I. La consolidation du droit d’accès au marché du travail en dépit d’une procédure de transfert

La Cour de justice affirme avec clarté que le droit d’accès au travail prévu par la directive sur les conditions d’accueil ne saurait être neutralisé par une procédure de transfert. Pour ce faire, elle recourt à une interprétation systémique des textes relatifs à l’asile (A), ce qui la conduit à rejeter toute exclusion automatique fondée sur une simple décision administrative de transfert (B).

A. Le recours à une interprétation systémique des directives sur l’asile

Afin de déterminer la portée des droits du demandeur, la Cour adopte une approche interprétative globale. Elle juge en effet qu’une juridiction nationale « doit tenir compte de la directive 2013/32/UE […] pour interpréter les dispositions de la directive 2013/33/UE ». Cette méthode est remarquable, car le premier texte, relatif aux procédures communes, n’était pas applicable dans l’État membre concerné par le litige. La Cour considère néanmoins que l’ensemble des instruments du régime d’asile européen commun forme un tout cohérent. L’intention du législateur de l’Union de garantir des normes minimales effectives doit guider l’interprétation de chaque directive, assurant ainsi une protection harmonisée sur l’ensemble du territoire. Cette approche prévient une application fragmentée des droits et assure que les objectifs de la législation en matière d’accueil, notamment la préservation de la dignité humaine, sont atteints.

Cette méthode interprétative permet à la Cour d’asseoir sa position sur le fond du droit. Elle s’en sert pour affirmer le caractère fondamental du droit d’accès à l’emploi.

B. Le rejet d’une exclusion automatique fondée sur la décision de transfert

La Cour énonce de manière explicite que l’article 15 de la directive 2013/33 « s’oppose à une réglementation nationale qui exclut un demandeur de protection internationale de l’accès au marché du travail au seul motif qu’une décision de transfert a été prise à son égard ». La solution est sans équivoque et revêt une portée de principe. La Cour distingue clairement la finalité du règlement n° 604/2013, qui organise la détermination de l’État membre responsable, de celle de la directive 2013/33, qui fixe les conditions d’accueil du demandeur. Le premier est un instrument de nature procédurale qui ne saurait anéantir les droits substantiels garantis par le second.

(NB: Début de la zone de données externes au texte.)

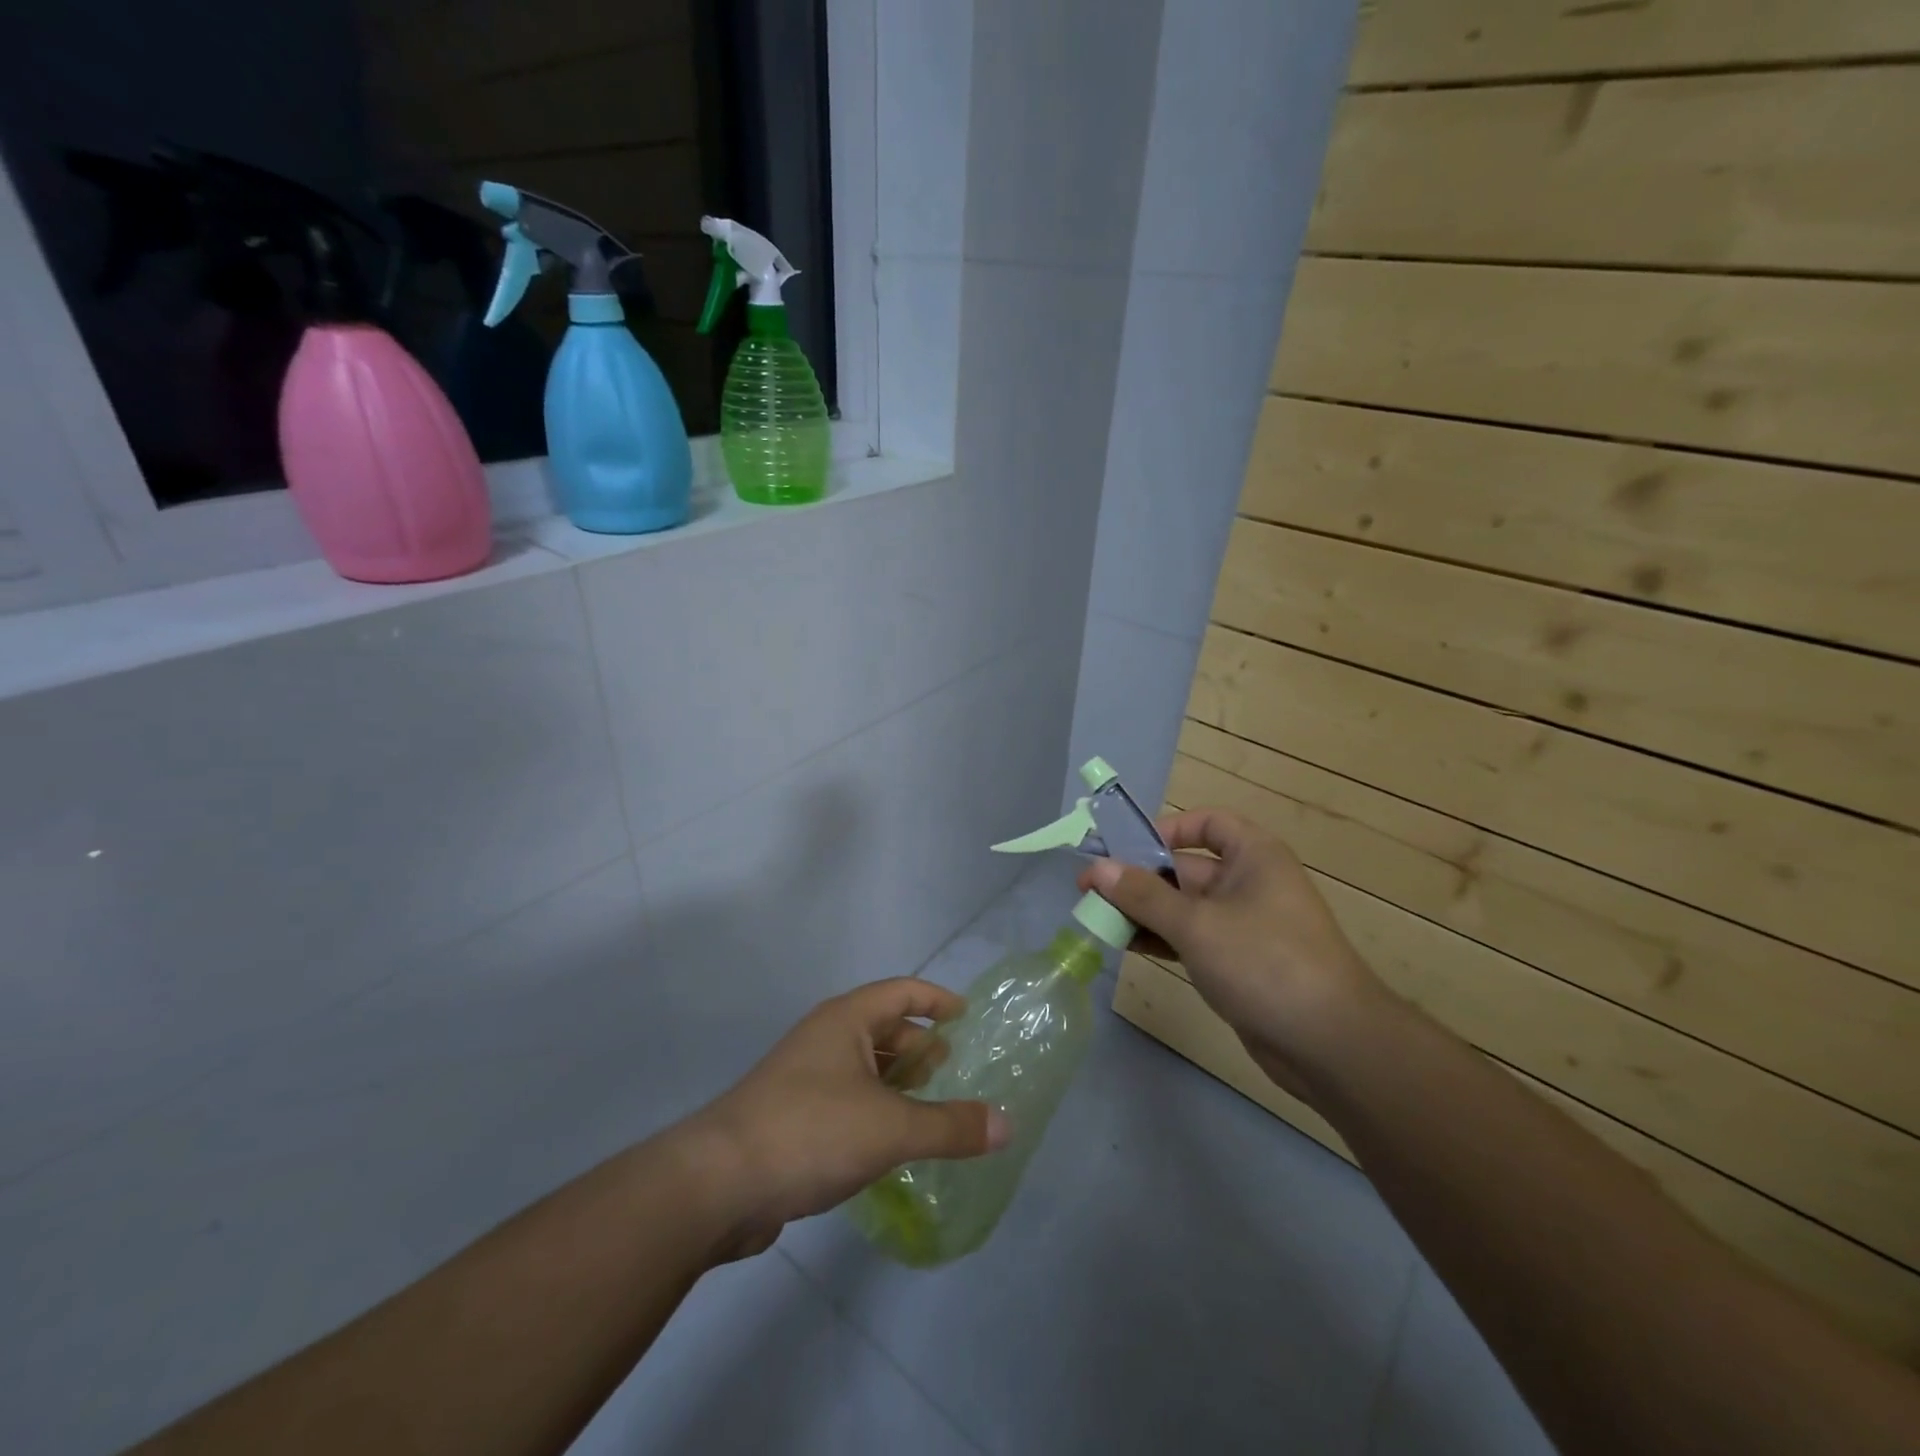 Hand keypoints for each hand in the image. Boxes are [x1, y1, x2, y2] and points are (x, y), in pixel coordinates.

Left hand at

Le droit d’accéder au marché du travail, après un délai de neuf mois, vise à permettre au demandeur de subvenir à ses besoins et de conserver son autonomie. Une exclusion automatique durant la procédure de transfert, qui peut s’étendre sur plusieurs mois, créerait un vide juridique et priverait le droit de son effet utile.

Ayant posé ce principe, la Cour se penche ensuite sur les conditions strictes dans lesquelles un État membre pourrait néanmoins déroger à cette règle.

II. L’encadrement strict des motifs d’imputabilité du retard au demandeur

La Cour examine les situations dans lesquelles le retard pris dans l’examen de la demande pourrait être imputé au demandeur, justifiant ainsi une restriction de son droit au travail. Elle n’admet qu’une seule hypothèse liée au comportement direct du demandeur (A), tout en écartant fermement d’autres motifs liés à son parcours migratoire ou à l’exercice de ses droits (B).

A. La reconnaissance du manque de coopération comme seul critère comportemental

La décision admet qu’un retard dans l’adoption d’une décision de première instance « résultant d’un manque de coopération de ce demandeur avec les autorités compétentes » peut lui être imputé. Cette solution apparaît comme un corollaire du devoir de coopération qui incombe au demandeur de protection internationale. Un comportement dilatoire ou une obstruction volontaire aux procédures peut légitimement priver l’intéressé du bénéfice d’un droit conçu pour la période d’attente. Cependant, ce critère doit être apprécié de manière stricte. Il appartient aux autorités nationales de prouver l’existence d’un tel manque de coopération et son lien de causalité direct avec le retard constaté. La simple passivité ne saurait suffire.

À l’inverse, la Cour se montre particulièrement protectrice s’agissant d’autres comportements du demandeur qui ne relèvent pas d’une intention de nuire à la procédure.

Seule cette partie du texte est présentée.